The students will be divided into 24 teams of 5-6 people, with each team being assigned one of 6 3D printing projects. Each project is based on a "real-life" use of 3D printing technology-one that is currently being developed or is already in use by research scientists and physicians. For example, on March 25, 2014, officials at University Medical Center Utrecht in Netherlands announced that doctors there had successfully used 3D printing to replace a complete skull cap in a woman with van Buchem disease. Found only in the Netherlands, van Buchem is a rare condition in which the skull thickens over time, placing increased pressure on the brain, leading to brain dysfunction and eventual death. The team at UMC Utrecht used a precise 3D printed skull cap in lieu of a plastic cement formed implant that is the current standard of care.
"Students come to KGI because they are interested in launching their professional careers in the life science industry. Today, 3D printing technology is creating new opportunities for helping patients and creating growth companies," said Dr. Joel West, professor of innovation and entrepreneurship. "This technology has an incredible potential to transform medical device and prosthesis production, tissue engineering and organ transplants. Starting the year with a project like this one engages our students and gives them a glimpse into the potential of the life sciences to enrich society."
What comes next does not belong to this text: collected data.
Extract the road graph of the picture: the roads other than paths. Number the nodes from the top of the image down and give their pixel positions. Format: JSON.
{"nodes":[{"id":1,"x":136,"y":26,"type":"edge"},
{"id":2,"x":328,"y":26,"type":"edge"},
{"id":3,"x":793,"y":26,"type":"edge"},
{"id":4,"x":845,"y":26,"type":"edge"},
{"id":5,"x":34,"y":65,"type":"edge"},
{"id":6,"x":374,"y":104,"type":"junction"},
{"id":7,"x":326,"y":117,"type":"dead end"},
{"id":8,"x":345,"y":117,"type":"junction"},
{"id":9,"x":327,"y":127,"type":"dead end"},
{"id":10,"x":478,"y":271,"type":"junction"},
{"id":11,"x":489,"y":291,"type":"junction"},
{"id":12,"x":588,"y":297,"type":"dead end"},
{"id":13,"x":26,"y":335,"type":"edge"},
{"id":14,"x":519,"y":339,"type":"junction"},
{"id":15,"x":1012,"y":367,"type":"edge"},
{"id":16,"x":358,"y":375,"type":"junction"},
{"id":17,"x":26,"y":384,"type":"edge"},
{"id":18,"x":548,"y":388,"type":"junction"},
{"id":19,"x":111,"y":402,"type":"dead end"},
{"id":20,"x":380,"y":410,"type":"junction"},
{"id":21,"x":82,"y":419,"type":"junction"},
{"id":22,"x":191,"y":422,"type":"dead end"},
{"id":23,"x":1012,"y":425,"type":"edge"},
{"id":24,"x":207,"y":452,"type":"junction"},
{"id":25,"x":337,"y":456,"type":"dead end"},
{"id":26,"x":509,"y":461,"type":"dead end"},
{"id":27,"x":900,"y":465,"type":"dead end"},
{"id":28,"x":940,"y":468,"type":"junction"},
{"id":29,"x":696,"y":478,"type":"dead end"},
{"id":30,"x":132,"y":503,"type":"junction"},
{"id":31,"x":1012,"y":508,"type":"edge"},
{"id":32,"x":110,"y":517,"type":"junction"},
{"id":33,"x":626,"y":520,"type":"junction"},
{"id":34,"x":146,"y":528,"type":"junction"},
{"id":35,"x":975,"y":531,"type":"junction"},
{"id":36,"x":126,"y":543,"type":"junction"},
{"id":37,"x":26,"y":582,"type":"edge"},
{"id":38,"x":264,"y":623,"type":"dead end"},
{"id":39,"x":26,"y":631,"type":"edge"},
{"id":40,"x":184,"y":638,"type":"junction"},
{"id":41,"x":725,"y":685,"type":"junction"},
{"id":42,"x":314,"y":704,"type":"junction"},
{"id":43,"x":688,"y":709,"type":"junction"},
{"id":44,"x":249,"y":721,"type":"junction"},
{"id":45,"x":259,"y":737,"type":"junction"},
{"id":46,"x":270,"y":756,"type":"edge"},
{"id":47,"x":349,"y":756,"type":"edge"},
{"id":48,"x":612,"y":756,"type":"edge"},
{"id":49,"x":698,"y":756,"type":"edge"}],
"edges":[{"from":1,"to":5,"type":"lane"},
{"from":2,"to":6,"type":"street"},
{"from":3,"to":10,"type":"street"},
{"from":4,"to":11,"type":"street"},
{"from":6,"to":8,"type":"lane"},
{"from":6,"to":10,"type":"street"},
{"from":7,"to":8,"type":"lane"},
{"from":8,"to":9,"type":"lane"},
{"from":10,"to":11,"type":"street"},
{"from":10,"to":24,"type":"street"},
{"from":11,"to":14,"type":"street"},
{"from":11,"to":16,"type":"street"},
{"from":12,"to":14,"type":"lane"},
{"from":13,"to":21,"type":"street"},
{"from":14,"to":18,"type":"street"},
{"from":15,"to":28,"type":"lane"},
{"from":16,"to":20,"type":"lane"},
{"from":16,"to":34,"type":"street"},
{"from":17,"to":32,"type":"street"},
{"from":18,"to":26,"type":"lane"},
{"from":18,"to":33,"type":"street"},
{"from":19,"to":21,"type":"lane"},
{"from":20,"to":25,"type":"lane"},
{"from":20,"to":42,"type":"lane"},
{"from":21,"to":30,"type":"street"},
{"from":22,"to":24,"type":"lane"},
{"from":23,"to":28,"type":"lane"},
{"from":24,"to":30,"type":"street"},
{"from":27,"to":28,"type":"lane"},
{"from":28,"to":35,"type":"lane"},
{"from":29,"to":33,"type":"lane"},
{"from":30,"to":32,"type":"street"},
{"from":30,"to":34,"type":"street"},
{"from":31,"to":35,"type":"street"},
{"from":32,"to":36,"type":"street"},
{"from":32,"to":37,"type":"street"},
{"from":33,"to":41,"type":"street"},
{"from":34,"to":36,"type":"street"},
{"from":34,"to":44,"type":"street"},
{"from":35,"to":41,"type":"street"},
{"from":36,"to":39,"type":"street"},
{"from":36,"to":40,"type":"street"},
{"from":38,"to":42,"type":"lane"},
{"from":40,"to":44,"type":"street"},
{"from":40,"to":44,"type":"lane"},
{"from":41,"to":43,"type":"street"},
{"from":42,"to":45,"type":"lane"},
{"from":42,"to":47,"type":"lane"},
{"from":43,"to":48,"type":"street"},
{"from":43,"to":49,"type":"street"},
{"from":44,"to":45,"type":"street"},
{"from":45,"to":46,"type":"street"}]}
The student teams will be given four days to work on their projects. Each team will then have to submit two items printed using a 3D printer. The first being an anatomical geometry of the part relevant to their assigned project (the first step in the printing and design process) and the second is their own design for mimicking the body part or implant described in their assigned project. For example, the team assigned to the brain cap project will submit its own design for printing one. The teams will also do business, regulatory and clinical analysis of the impact of the relevant technology. In addition to 3D printing their designs, they will be asked to give a short presentation and answer questions on the feasibility of commercializing their project design.
"I think actually getting in there and designing the implant or body part gives them a sense of how many problems have to be solved and challenges overcome in creating any new technology and bringing it to the marketplace," said Dr. Anna Hickerson, a KGI professor and director of the Medical Devices and Diagnostics program. Hickerson is a listed inventor on 12 U.S. patents with several more pending.
"Just because you create the geometry of a liver out of liver tissue does not make it a functioning organ. You have to have a vascular network for supplying nutrients and removing waste in addition to performing the intended function of the organ. There is so much that goes into this technology or any type of bioengineering discovery. You can't fully understand it until you get in there and try to do it yourself," adds Hickerson.
At the end of the presentations on Friday, Aug. 29, a judging panel will select a best overall design from among the teams.